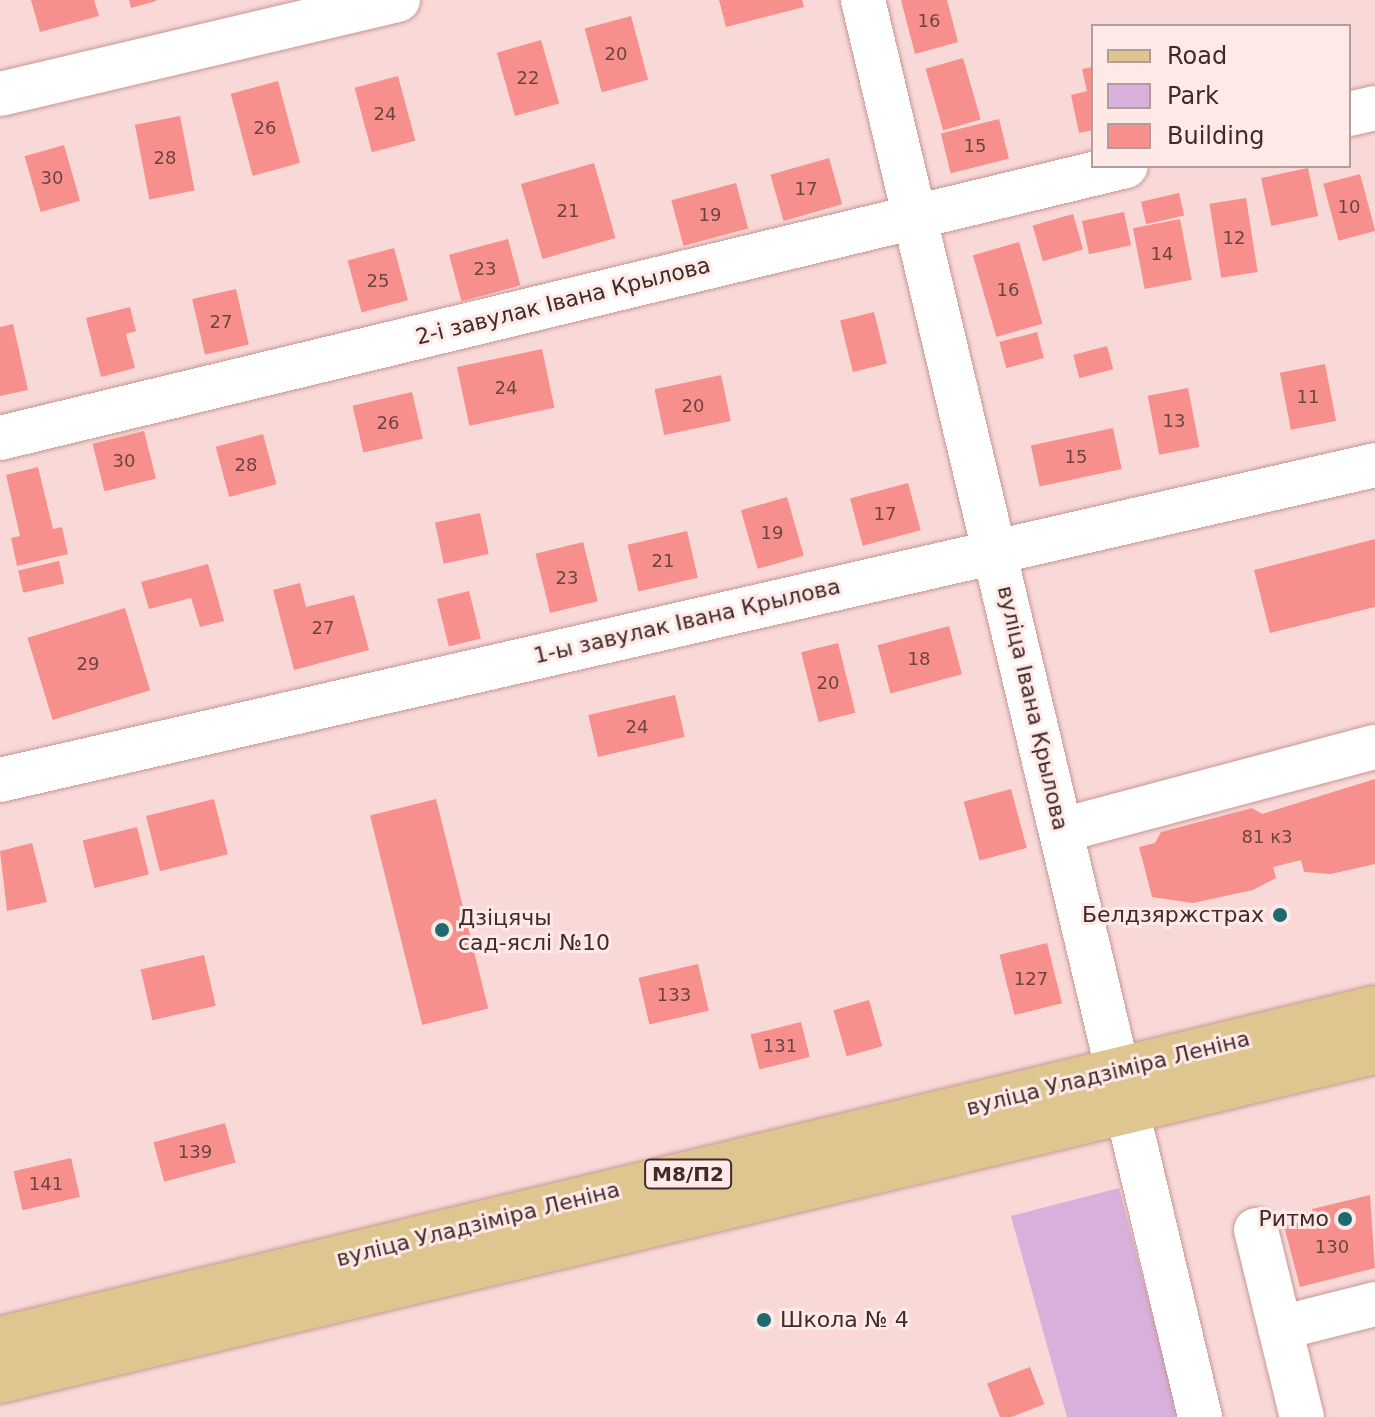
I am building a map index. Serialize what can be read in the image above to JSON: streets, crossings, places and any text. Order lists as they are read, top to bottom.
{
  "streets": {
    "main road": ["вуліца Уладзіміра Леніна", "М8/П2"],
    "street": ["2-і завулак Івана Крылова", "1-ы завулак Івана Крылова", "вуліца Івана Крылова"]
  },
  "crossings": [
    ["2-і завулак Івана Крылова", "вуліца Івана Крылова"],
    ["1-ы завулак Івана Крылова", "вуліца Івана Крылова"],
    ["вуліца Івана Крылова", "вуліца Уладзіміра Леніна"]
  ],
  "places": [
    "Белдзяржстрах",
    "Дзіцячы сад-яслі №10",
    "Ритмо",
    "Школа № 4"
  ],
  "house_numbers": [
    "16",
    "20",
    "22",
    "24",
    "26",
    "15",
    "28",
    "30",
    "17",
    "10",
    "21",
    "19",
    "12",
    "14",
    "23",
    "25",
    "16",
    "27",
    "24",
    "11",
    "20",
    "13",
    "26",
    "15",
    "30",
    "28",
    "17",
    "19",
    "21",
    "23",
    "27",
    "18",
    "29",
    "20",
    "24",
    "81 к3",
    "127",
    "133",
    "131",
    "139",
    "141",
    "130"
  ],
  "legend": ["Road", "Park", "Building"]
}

• • • • • • •

§ Work request
Which lines above contain the word "Уладзіміра"? Copy each one.

§ Answer space
    "main road": ["вуліца Уладзіміра Леніна", "М8/П2"],
    ["вуліца Івана Крылова", "вуліца Уладзіміра Леніна"]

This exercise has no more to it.